Action item:
The records that follow must be reproduced in full, exactly as written.

Data:

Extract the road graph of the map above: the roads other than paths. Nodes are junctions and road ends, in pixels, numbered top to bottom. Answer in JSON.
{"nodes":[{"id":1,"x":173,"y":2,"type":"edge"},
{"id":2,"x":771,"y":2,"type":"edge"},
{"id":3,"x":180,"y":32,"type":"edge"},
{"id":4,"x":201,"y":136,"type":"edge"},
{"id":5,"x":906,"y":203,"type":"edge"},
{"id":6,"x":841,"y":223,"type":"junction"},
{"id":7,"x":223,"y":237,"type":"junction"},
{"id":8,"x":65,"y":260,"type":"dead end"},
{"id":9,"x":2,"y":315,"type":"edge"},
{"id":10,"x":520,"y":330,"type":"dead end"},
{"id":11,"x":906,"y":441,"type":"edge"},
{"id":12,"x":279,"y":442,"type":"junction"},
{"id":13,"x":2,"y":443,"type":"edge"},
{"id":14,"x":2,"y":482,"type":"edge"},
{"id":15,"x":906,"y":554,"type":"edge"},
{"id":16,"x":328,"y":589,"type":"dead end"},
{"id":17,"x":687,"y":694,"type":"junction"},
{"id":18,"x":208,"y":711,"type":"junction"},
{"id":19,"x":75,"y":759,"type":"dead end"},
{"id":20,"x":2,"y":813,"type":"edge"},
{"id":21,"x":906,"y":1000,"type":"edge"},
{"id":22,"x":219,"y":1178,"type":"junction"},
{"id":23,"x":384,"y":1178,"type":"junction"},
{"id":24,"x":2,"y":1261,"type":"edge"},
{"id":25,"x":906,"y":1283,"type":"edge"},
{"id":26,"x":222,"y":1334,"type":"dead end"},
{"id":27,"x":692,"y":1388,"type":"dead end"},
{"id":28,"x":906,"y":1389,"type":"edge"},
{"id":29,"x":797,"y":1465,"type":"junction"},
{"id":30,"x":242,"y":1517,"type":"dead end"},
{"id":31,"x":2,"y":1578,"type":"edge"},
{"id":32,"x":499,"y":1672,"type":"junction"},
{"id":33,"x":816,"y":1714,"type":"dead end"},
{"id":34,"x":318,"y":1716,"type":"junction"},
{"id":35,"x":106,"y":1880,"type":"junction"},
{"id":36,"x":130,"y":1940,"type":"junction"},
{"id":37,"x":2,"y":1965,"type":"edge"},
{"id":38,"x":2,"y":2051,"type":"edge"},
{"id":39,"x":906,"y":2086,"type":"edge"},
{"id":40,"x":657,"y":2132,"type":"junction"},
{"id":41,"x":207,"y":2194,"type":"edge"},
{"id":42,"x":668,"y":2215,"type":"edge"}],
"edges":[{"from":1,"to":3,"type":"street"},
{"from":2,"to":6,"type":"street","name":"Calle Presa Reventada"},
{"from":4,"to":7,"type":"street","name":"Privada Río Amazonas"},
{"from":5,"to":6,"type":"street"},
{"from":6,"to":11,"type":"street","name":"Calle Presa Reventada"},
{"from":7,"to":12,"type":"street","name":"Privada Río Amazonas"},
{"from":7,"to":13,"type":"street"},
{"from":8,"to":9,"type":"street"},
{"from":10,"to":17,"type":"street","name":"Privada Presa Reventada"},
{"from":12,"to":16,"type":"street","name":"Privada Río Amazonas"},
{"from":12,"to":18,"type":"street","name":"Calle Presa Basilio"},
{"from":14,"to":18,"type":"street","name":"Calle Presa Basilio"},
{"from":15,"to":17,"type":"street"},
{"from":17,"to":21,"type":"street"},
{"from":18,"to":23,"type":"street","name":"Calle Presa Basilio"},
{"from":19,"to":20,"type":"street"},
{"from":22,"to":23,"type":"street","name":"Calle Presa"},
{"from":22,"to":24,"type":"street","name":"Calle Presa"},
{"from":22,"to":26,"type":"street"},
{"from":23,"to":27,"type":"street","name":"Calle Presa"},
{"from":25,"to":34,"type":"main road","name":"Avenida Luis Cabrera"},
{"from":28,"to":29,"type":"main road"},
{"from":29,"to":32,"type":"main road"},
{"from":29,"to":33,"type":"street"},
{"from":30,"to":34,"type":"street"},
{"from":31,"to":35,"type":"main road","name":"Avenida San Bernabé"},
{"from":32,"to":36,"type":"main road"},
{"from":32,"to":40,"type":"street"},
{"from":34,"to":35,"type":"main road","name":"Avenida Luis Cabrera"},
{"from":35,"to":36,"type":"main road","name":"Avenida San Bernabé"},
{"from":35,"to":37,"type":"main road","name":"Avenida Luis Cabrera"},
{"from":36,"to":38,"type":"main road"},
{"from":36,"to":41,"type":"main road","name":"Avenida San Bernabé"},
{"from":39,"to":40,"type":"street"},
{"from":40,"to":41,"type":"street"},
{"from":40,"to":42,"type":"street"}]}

Answer below:
Extract the road graph of the map above: the roads other than paths. Nodes are junctions and road ends, in pixels, numbered top to bottom. Answer in JSON.
{"nodes":[{"id":1,"x":173,"y":2,"type":"edge"},
{"id":2,"x":771,"y":2,"type":"edge"},
{"id":3,"x":180,"y":32,"type":"edge"},
{"id":4,"x":201,"y":136,"type":"edge"},
{"id":5,"x":906,"y":203,"type":"edge"},
{"id":6,"x":841,"y":223,"type":"junction"},
{"id":7,"x":223,"y":237,"type":"junction"},
{"id":8,"x":65,"y":260,"type":"dead end"},
{"id":9,"x":2,"y":315,"type":"edge"},
{"id":10,"x":520,"y":330,"type":"dead end"},
{"id":11,"x":906,"y":441,"type":"edge"},
{"id":12,"x":279,"y":442,"type":"junction"},
{"id":13,"x":2,"y":443,"type":"edge"},
{"id":14,"x":2,"y":482,"type":"edge"},
{"id":15,"x":906,"y":554,"type":"edge"},
{"id":16,"x":328,"y":589,"type":"dead end"},
{"id":17,"x":687,"y":694,"type":"junction"},
{"id":18,"x":208,"y":711,"type":"junction"},
{"id":19,"x":75,"y":759,"type":"dead end"},
{"id":20,"x":2,"y":813,"type":"edge"},
{"id":21,"x":906,"y":1000,"type":"edge"},
{"id":22,"x":219,"y":1178,"type":"junction"},
{"id":23,"x":384,"y":1178,"type":"junction"},
{"id":24,"x":2,"y":1261,"type":"edge"},
{"id":25,"x":906,"y":1283,"type":"edge"},
{"id":26,"x":222,"y":1334,"type":"dead end"},
{"id":27,"x":692,"y":1388,"type":"dead end"},
{"id":28,"x":906,"y":1389,"type":"edge"},
{"id":29,"x":797,"y":1465,"type":"junction"},
{"id":30,"x":242,"y":1517,"type":"dead end"},
{"id":31,"x":2,"y":1578,"type":"edge"},
{"id":32,"x":499,"y":1672,"type":"junction"},
{"id":33,"x":816,"y":1714,"type":"dead end"},
{"id":34,"x":318,"y":1716,"type":"junction"},
{"id":35,"x":106,"y":1880,"type":"junction"},
{"id":36,"x":130,"y":1940,"type":"junction"},
{"id":37,"x":2,"y":1965,"type":"edge"},
{"id":38,"x":2,"y":2051,"type":"edge"},
{"id":39,"x":906,"y":2086,"type":"edge"},
{"id":40,"x":657,"y":2132,"type":"junction"},
{"id":41,"x":207,"y":2194,"type":"edge"},
{"id":42,"x":668,"y":2215,"type":"edge"}],
"edges":[{"from":1,"to":3,"type":"street"},
{"from":2,"to":6,"type":"street","name":"Calle Presa Reventada"},
{"from":4,"to":7,"type":"street","name":"Privada Río Amazonas"},
{"from":5,"to":6,"type":"street"},
{"from":6,"to":11,"type":"street","name":"Calle Presa Reventada"},
{"from":7,"to":12,"type":"street","name":"Privada Río Amazonas"},
{"from":7,"to":13,"type":"street"},
{"from":8,"to":9,"type":"street"},
{"from":10,"to":17,"type":"street","name":"Privada Presa Reventada"},
{"from":12,"to":16,"type":"street","name":"Privada Río Amazonas"},
{"from":12,"to":18,"type":"street","name":"Calle Presa Basilio"},
{"from":14,"to":18,"type":"street","name":"Calle Presa Basilio"},
{"from":15,"to":17,"type":"street"},
{"from":17,"to":21,"type":"street"},
{"from":18,"to":23,"type":"street","name":"Calle Presa Basilio"},
{"from":19,"to":20,"type":"street"},
{"from":22,"to":23,"type":"street","name":"Calle Presa"},
{"from":22,"to":24,"type":"street","name":"Calle Presa"},
{"from":22,"to":26,"type":"street"},
{"from":23,"to":27,"type":"street","name":"Calle Presa"},
{"from":25,"to":34,"type":"main road","name":"Avenida Luis Cabrera"},
{"from":28,"to":29,"type":"main road"},
{"from":29,"to":32,"type":"main road"},
{"from":29,"to":33,"type":"street"},
{"from":30,"to":34,"type":"street"},
{"from":31,"to":35,"type":"main road","name":"Avenida San Bernabé"},
{"from":32,"to":36,"type":"main road"},
{"from":32,"to":40,"type":"street"},
{"from":34,"to":35,"type":"main road","name":"Avenida Luis Cabrera"},
{"from":35,"to":36,"type":"main road","name":"Avenida San Bernabé"},
{"from":35,"to":37,"type":"main road","name":"Avenida Luis Cabrera"},
{"from":36,"to":38,"type":"main road"},
{"from":36,"to":41,"type":"main road","name":"Avenida San Bernabé"},
{"from":39,"to":40,"type":"street"},
{"from":40,"to":41,"type":"street"},
{"from":40,"to":42,"type":"street"}]}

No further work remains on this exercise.